__Your assignment__.
Omitting every picture, output the records below exactly, please.

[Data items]

------------

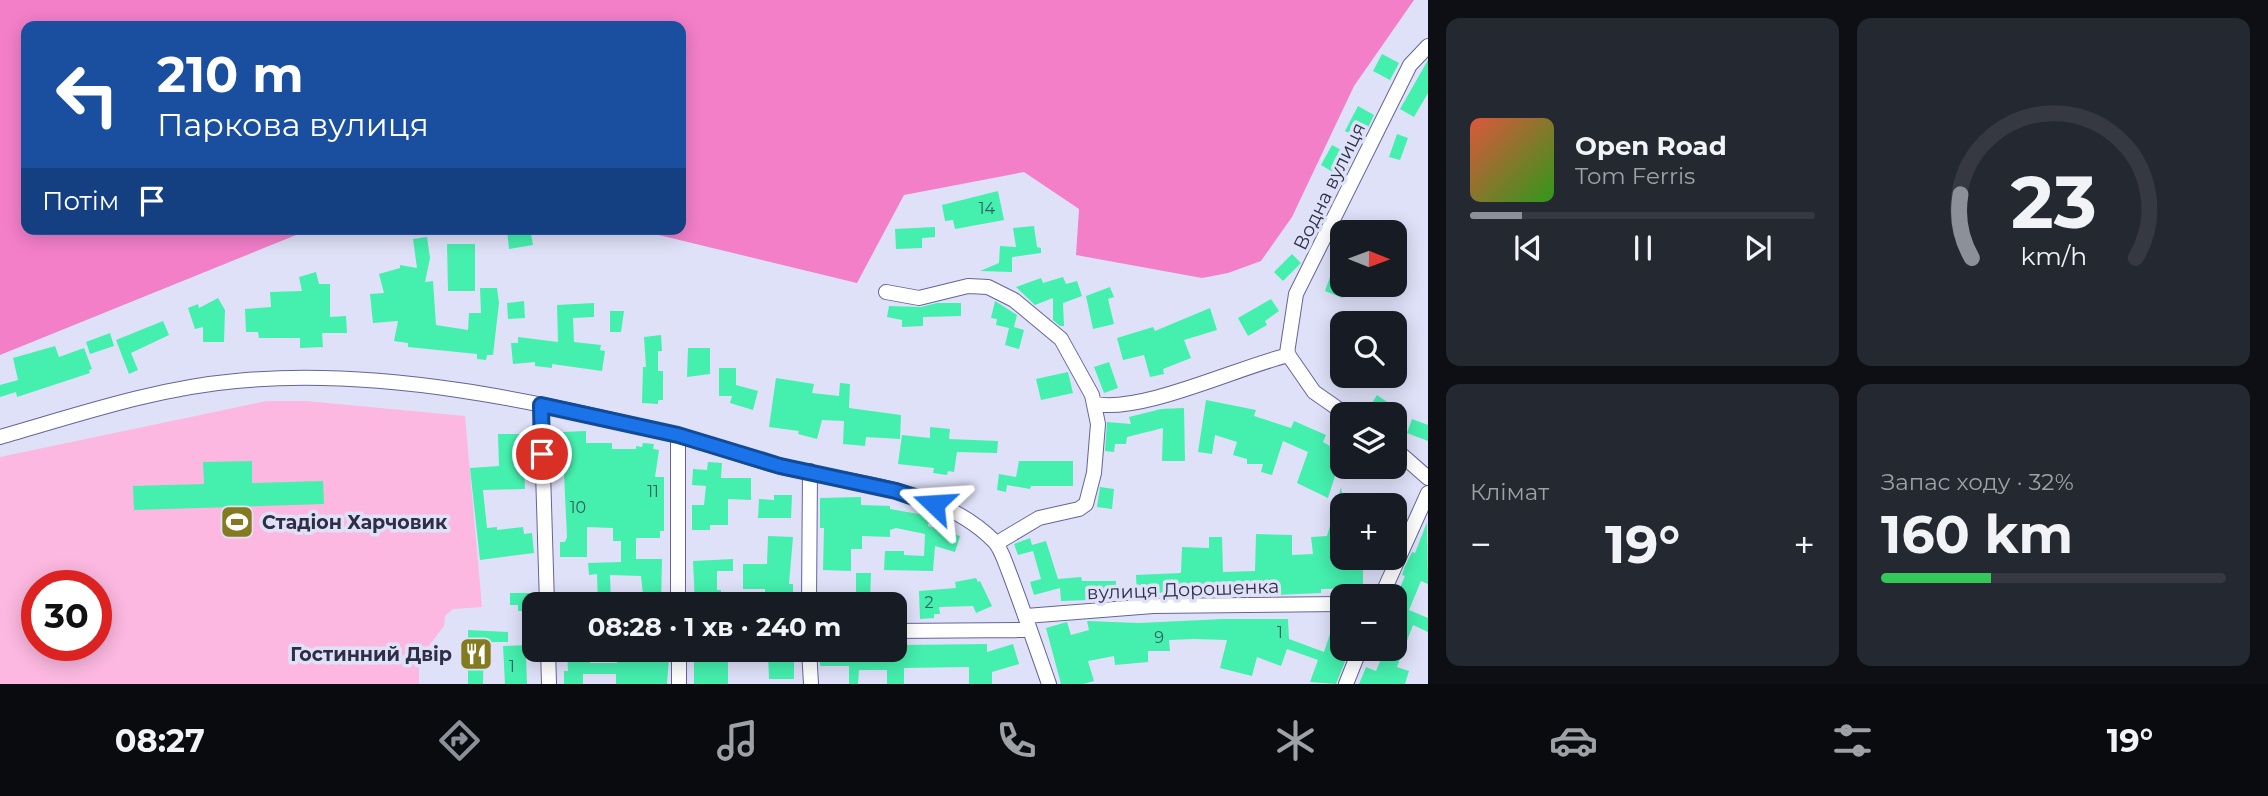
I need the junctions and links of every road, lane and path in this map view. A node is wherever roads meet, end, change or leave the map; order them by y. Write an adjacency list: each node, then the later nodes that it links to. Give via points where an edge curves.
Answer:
1 (1428, 46): 3 (street, Водна вулиця, via 1410,65 1296,294)
2 (886, 292): 5 (street, via 919,298 968,286 988,287 1014,300 1061,339)
3 (1288, 354): 4 (street, via 1314,392); 5 (street, via 1173,393 1118,405)
4 (1330, 403)
5 (1094, 404): 13 (street, via 1098,448 1086,504 1030,522)
6 (541, 405): 7 (street); 8 (street, via 377,380 251,380 167,392); 15 (street)
7 (678, 435): 10 (street); 16 (street)
8 (0, 437)
9 (1407, 460): 11 (street)
10 (810, 471): 13 (street, via 921,499 948,510); 17 (street)
11 (1428, 478)
12 (1428, 493): 14 (street)
13 (997, 543): 19 (street)
14 (1387, 584)
15 (547, 592)
16 (678, 592)
17 (809, 592)
18 (1330, 604): 19 (street, вулиця Дорошенка, via 1153,606)
19 (1028, 623): 20 (street, вулиця Дорошенка); 28 (street)
20 (907, 630)
21 (1355, 661): 29 (street)
22 (548, 662): 25 (street)
23 (679, 662): 26 (street)
24 (810, 662): 27 (street)
25 (549, 684)
26 (679, 684)
27 (811, 684)
28 (1049, 684)
29 (1346, 684)

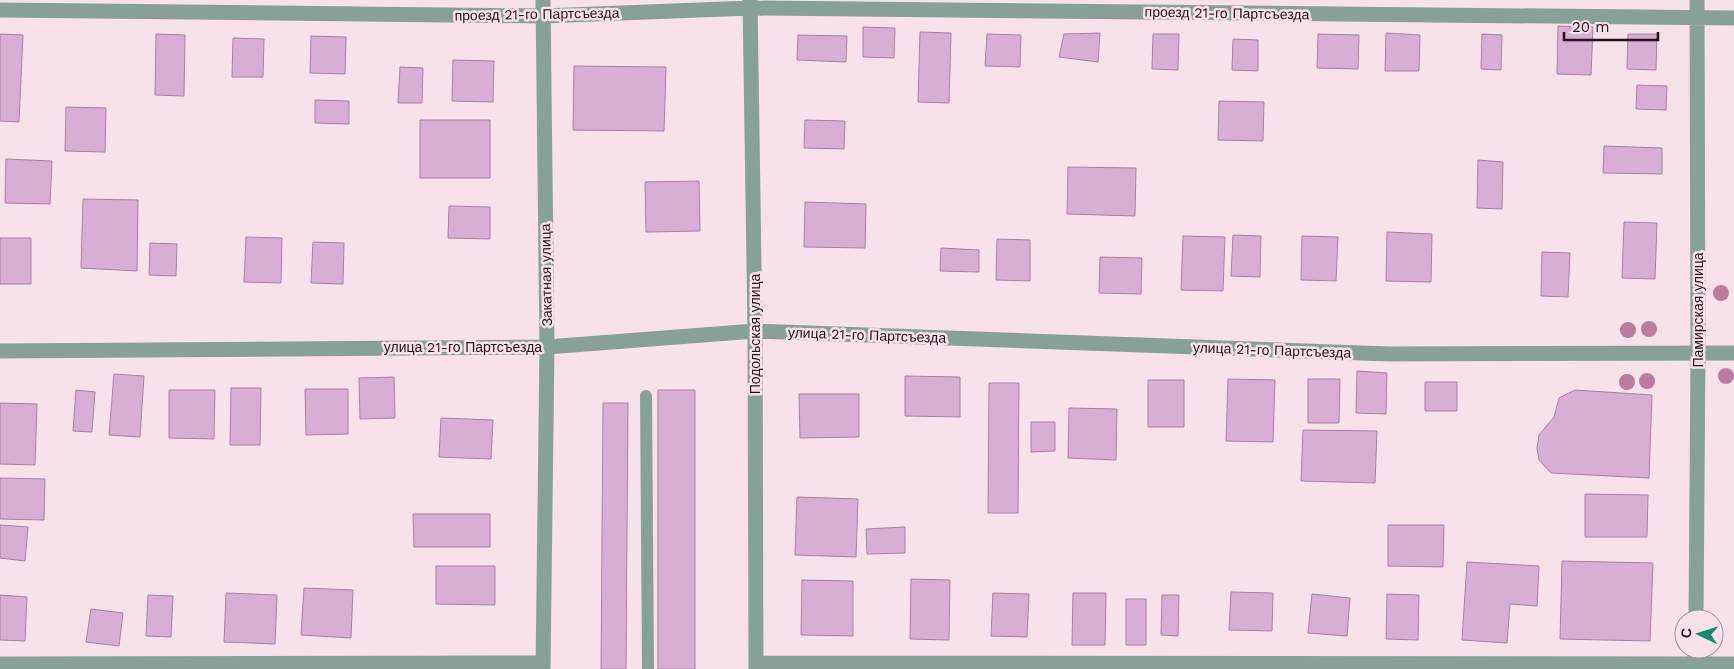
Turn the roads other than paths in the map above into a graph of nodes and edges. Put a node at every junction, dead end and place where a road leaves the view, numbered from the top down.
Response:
1 (543, 0) edge
2 (1697, 0) edge
3 (751, 4) edge
4 (0, 10) edge
5 (543, 16) junction
6 (1697, 18) junction
7 (1734, 18) edge
8 (755, 331) junction
9 (547, 347) junction
10 (0, 351) edge
11 (1734, 353) edge
12 (1698, 354) junction
13 (646, 396) dead end
14 (1696, 609) edge
15 (1695, 660) edge
16 (0, 664) edge
17 (1734, 664) edge
18 (543, 666) edge
19 (756, 666) edge
20 (648, 669) edge

1 - 5 street, Закатная улица
2 - 6 street, Памирская улица
3 - 5 street, проезд 21-го Партсъезда
3 - 6 street, проезд 21-го Партсъезда
3 - 8 street, Подольская улица
4 - 5 street, проезд 21-го Партсъезда
5 - 9 street, Закатная улица
6 - 7 street, проезд 21-го Партсъезда
6 - 12 street, Памирская улица
8 - 9 street, улица 21-го Партсъезда
8 - 12 street, улица 21-го Партсъезда
8 - 19 street, Подольская улица
9 - 10 street, улица 21-го Партсъезда
9 - 18 street, Закатная улица
11 - 12 street, улица 21-го Партсъезда
12 - 14 street, Памирская улица
13 - 20 lane
15 - 17 street
15 - 19 street
16 - 18 street

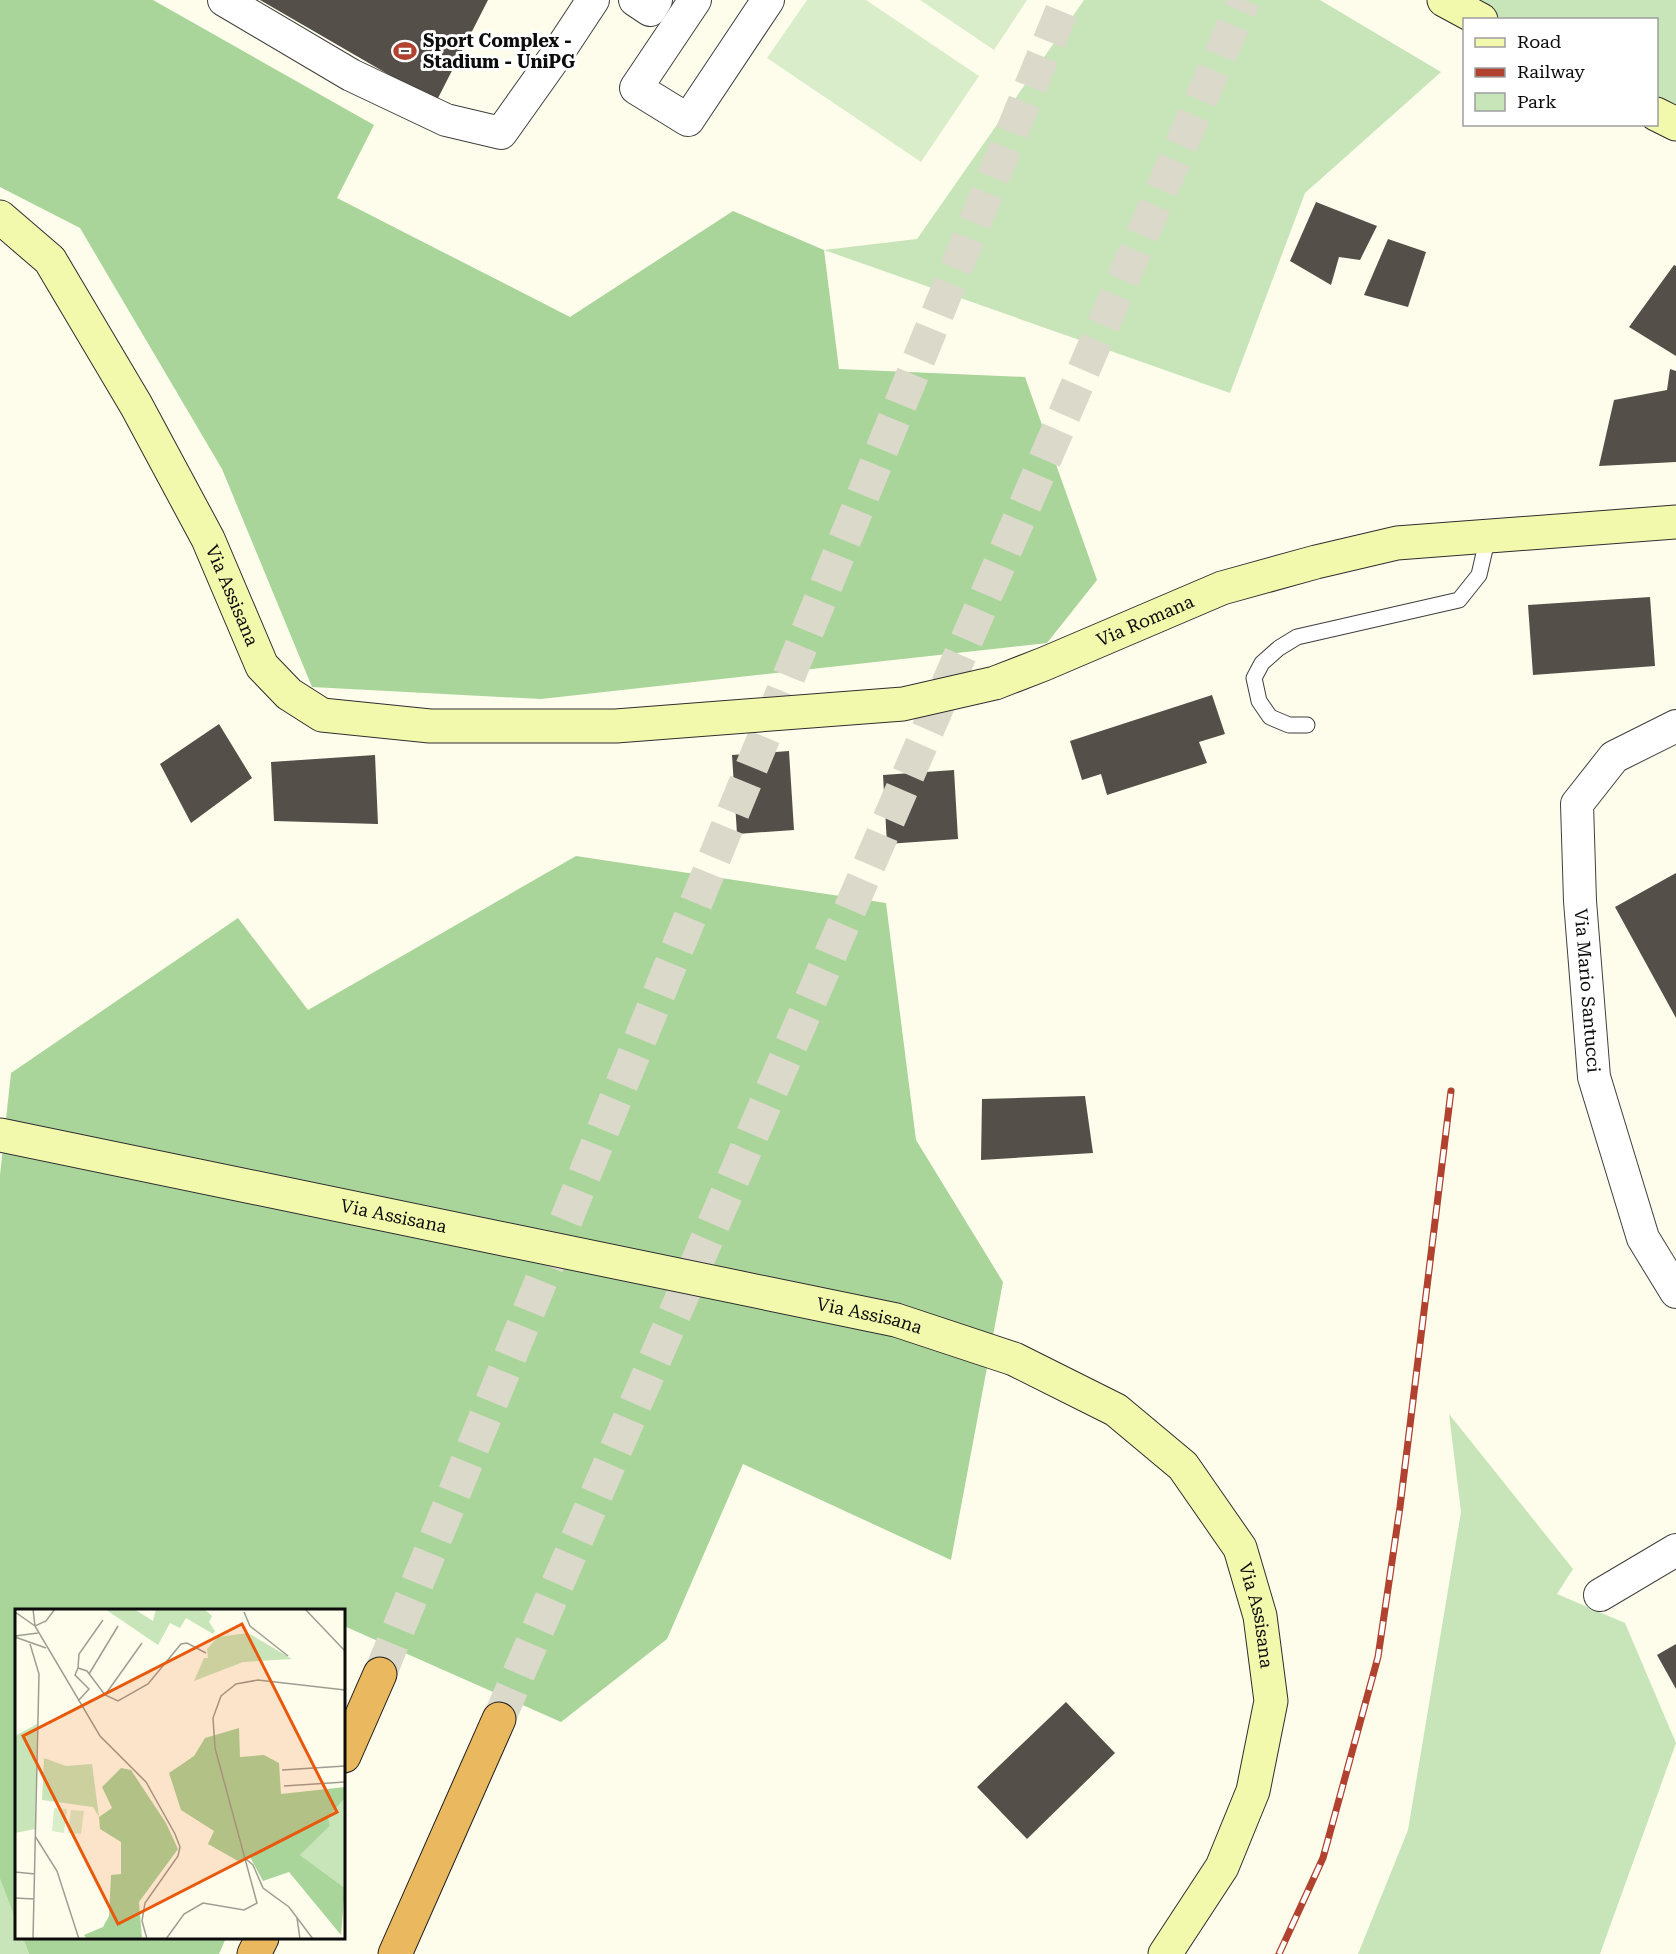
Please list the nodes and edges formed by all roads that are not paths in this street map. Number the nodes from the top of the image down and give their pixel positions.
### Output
1 (224, 0) edge
2 (593, 0) edge
3 (635, 0) edge
4 (656, 0) edge
5 (695, 0) edge
6 (768, 0) edge
7 (1444, 0) edge
8 (1476, 18) edge
9 (1658, 115) edge
10 (1676, 124) edge
11 (0, 217) edge
12 (1676, 522) edge
13 (1488, 536) junction
14 (1307, 725) dead end
15 (616, 726) joint
16 (1673, 735) edge
17 (0, 1135) edge
18 (1676, 1292) edge
19 (1676, 1550) edge
20 (1600, 1595) dead end
21 (380, 1674) tunnel mouth
22 (499, 1719) tunnel mouth
23 (345, 1754) edge
24 (262, 1939) edge
25 (255, 1954) edge
26 (394, 1954) edge
27 (1165, 1954) edge

1 - 2 street
3 - 4 street
5 - 6 street
7 - 8 main road
9 - 10 main road
11 - 15 main road, Via Assisana
12 - 13 main road, Via Romana
13 - 14 lane
13 - 15 main road, Via Romana
16 - 18 street, Via Mario Santucci
17 - 27 main road, Via Assisana
19 - 20 street
21 - 23 highway
22 - 26 highway
24 - 25 highway

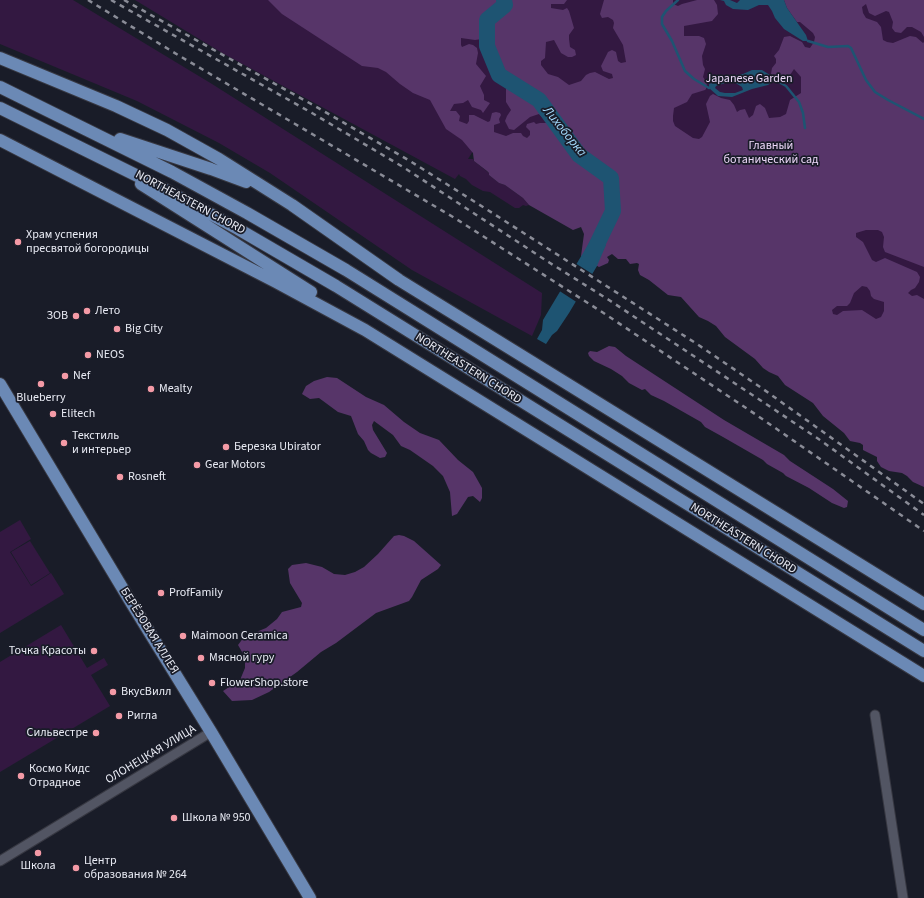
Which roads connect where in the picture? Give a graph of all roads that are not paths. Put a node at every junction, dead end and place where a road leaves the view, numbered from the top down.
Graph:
1 (0, 58) edge
2 (0, 87) edge
3 (0, 108) edge
4 (82, 128) junction
5 (0, 140) edge
6 (95, 154) junction
7 (292, 205) junction
8 (365, 330) junction
9 (0, 384) edge
10 (924, 604) edge
11 (924, 630) edge
12 (924, 651) edge
13 (924, 676) edge
14 (875, 715) dead end
15 (212, 732) junction
16 (0, 861) edge
17 (310, 898) edge
18 (903, 898) edge

1 - 7 main road
2 - 4 main road, NORTHEASTERN CHORD
3 - 6 main road, NORTHEASTERN CHORD
4 - 7 main road
4 - 11 main road, NORTHEASTERN CHORD
5 - 8 main road
6 - 8 main road
6 - 12 main road, NORTHEASTERN CHORD
7 - 10 main road
8 - 13 main road
9 - 15 main road, БЕРЁЗОВАЯ АЛЛЕЯ
14 - 18 street
15 - 16 street, ОЛОНЕЦКАЯ УЛИЦА
15 - 17 main road, БЕРЁЗОВАЯ АЛЛЕЯ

------------

__Answer space__.
I need the junctions and links of every road, lane and path in this map view. A node is wherever roads meet, end, change or leave the map; order them by y. Write an adjacency list: each node, then the later nodes that it links to. Give via points where an edge curves.
Answer:
1 (1428, 46): 3 (street, Водна вулиця, via 1410,65 1296,294)
2 (886, 292): 5 (street, via 919,298 968,286 988,287 1014,300 1061,339)
3 (1288, 354): 4 (street, via 1314,392); 5 (street, via 1173,393 1118,405)
4 (1330, 403)
5 (1094, 404): 13 (street, via 1098,448 1086,504 1030,522)
6 (541, 405): 7 (street); 8 (street, via 377,380 251,380 167,392); 15 (street)
7 (678, 435): 10 (street); 16 (street)
8 (0, 437)
9 (1407, 460): 11 (street)
10 (810, 471): 13 (street, via 921,499 948,510); 17 (street)
11 (1428, 478)
12 (1428, 493): 14 (street)
13 (997, 543): 19 (street)
14 (1387, 584)
15 (547, 592)
16 (678, 592)
17 (809, 592)
18 (1330, 604): 19 (street, вулиця Дорошенка, via 1153,606)
19 (1028, 623): 20 (street, вулиця Дорошенка); 28 (street)
20 (907, 630)
21 (1355, 661): 29 (street)
22 (548, 662): 25 (street)
23 (679, 662): 26 (street)
24 (810, 662): 27 (street)
25 (549, 684)
26 (679, 684)
27 (811, 684)
28 (1049, 684)
29 (1346, 684)

Turn the roads other than paths in the map above into a graph of nodes and edges. Put a node at every junction, dead end and place where a road leaves the view, numbered from the top down.
Response:
1 (543, 0) edge
2 (1697, 0) edge
3 (751, 4) edge
4 (0, 10) edge
5 (543, 16) junction
6 (1697, 18) junction
7 (1734, 18) edge
8 (755, 331) junction
9 (547, 347) junction
10 (0, 351) edge
11 (1734, 353) edge
12 (1698, 354) junction
13 (646, 396) dead end
14 (1696, 609) edge
15 (1695, 660) edge
16 (0, 664) edge
17 (1734, 664) edge
18 (543, 666) edge
19 (756, 666) edge
20 (648, 669) edge

1 - 5 street, Закатная улица
2 - 6 street, Памирская улица
3 - 5 street, проезд 21-го Партсъезда
3 - 6 street, проезд 21-го Партсъезда
3 - 8 street, Подольская улица
4 - 5 street, проезд 21-го Партсъезда
5 - 9 street, Закатная улица
6 - 7 street, проезд 21-го Партсъезда
6 - 12 street, Памирская улица
8 - 9 street, улица 21-го Партсъезда
8 - 12 street, улица 21-го Партсъезда
8 - 19 street, Подольская улица
9 - 10 street, улица 21-го Партсъезда
9 - 18 street, Закатная улица
11 - 12 street, улица 21-го Партсъезда
12 - 14 street, Памирская улица
13 - 20 lane
15 - 17 street
15 - 19 street
16 - 18 street

Please list the nodes and edges formed by all roads that are not paths in this street map. Number the nodes from the top of the image down and give their pixel positions.
### Output
1 (224, 0) edge
2 (593, 0) edge
3 (635, 0) edge
4 (656, 0) edge
5 (695, 0) edge
6 (768, 0) edge
7 (1444, 0) edge
8 (1476, 18) edge
9 (1658, 115) edge
10 (1676, 124) edge
11 (0, 217) edge
12 (1676, 522) edge
13 (1488, 536) junction
14 (1307, 725) dead end
15 (616, 726) joint
16 (1673, 735) edge
17 (0, 1135) edge
18 (1676, 1292) edge
19 (1676, 1550) edge
20 (1600, 1595) dead end
21 (380, 1674) tunnel mouth
22 (499, 1719) tunnel mouth
23 (345, 1754) edge
24 (262, 1939) edge
25 (255, 1954) edge
26 (394, 1954) edge
27 (1165, 1954) edge

1 - 2 street
3 - 4 street
5 - 6 street
7 - 8 main road
9 - 10 main road
11 - 15 main road, Via Assisana
12 - 13 main road, Via Romana
13 - 14 lane
13 - 15 main road, Via Romana
16 - 18 street, Via Mario Santucci
17 - 27 main road, Via Assisana
19 - 20 street
21 - 23 highway
22 - 26 highway
24 - 25 highway

Which roads connect where in the picture? Give a graph of all roads that are not paths. Put a node at every junction, dead end and place where a road leaves the view, numbered from the top down.
Graph:
1 (0, 58) edge
2 (0, 87) edge
3 (0, 108) edge
4 (82, 128) junction
5 (0, 140) edge
6 (95, 154) junction
7 (292, 205) junction
8 (365, 330) junction
9 (0, 384) edge
10 (924, 604) edge
11 (924, 630) edge
12 (924, 651) edge
13 (924, 676) edge
14 (875, 715) dead end
15 (212, 732) junction
16 (0, 861) edge
17 (310, 898) edge
18 (903, 898) edge

1 - 7 main road
2 - 4 main road, NORTHEASTERN CHORD
3 - 6 main road, NORTHEASTERN CHORD
4 - 7 main road
4 - 11 main road, NORTHEASTERN CHORD
5 - 8 main road
6 - 8 main road
6 - 12 main road, NORTHEASTERN CHORD
7 - 10 main road
8 - 13 main road
9 - 15 main road, БЕРЁЗОВАЯ АЛЛЕЯ
14 - 18 street
15 - 16 street, ОЛОНЕЦКАЯ УЛИЦА
15 - 17 main road, БЕРЁЗОВАЯ АЛЛЕЯ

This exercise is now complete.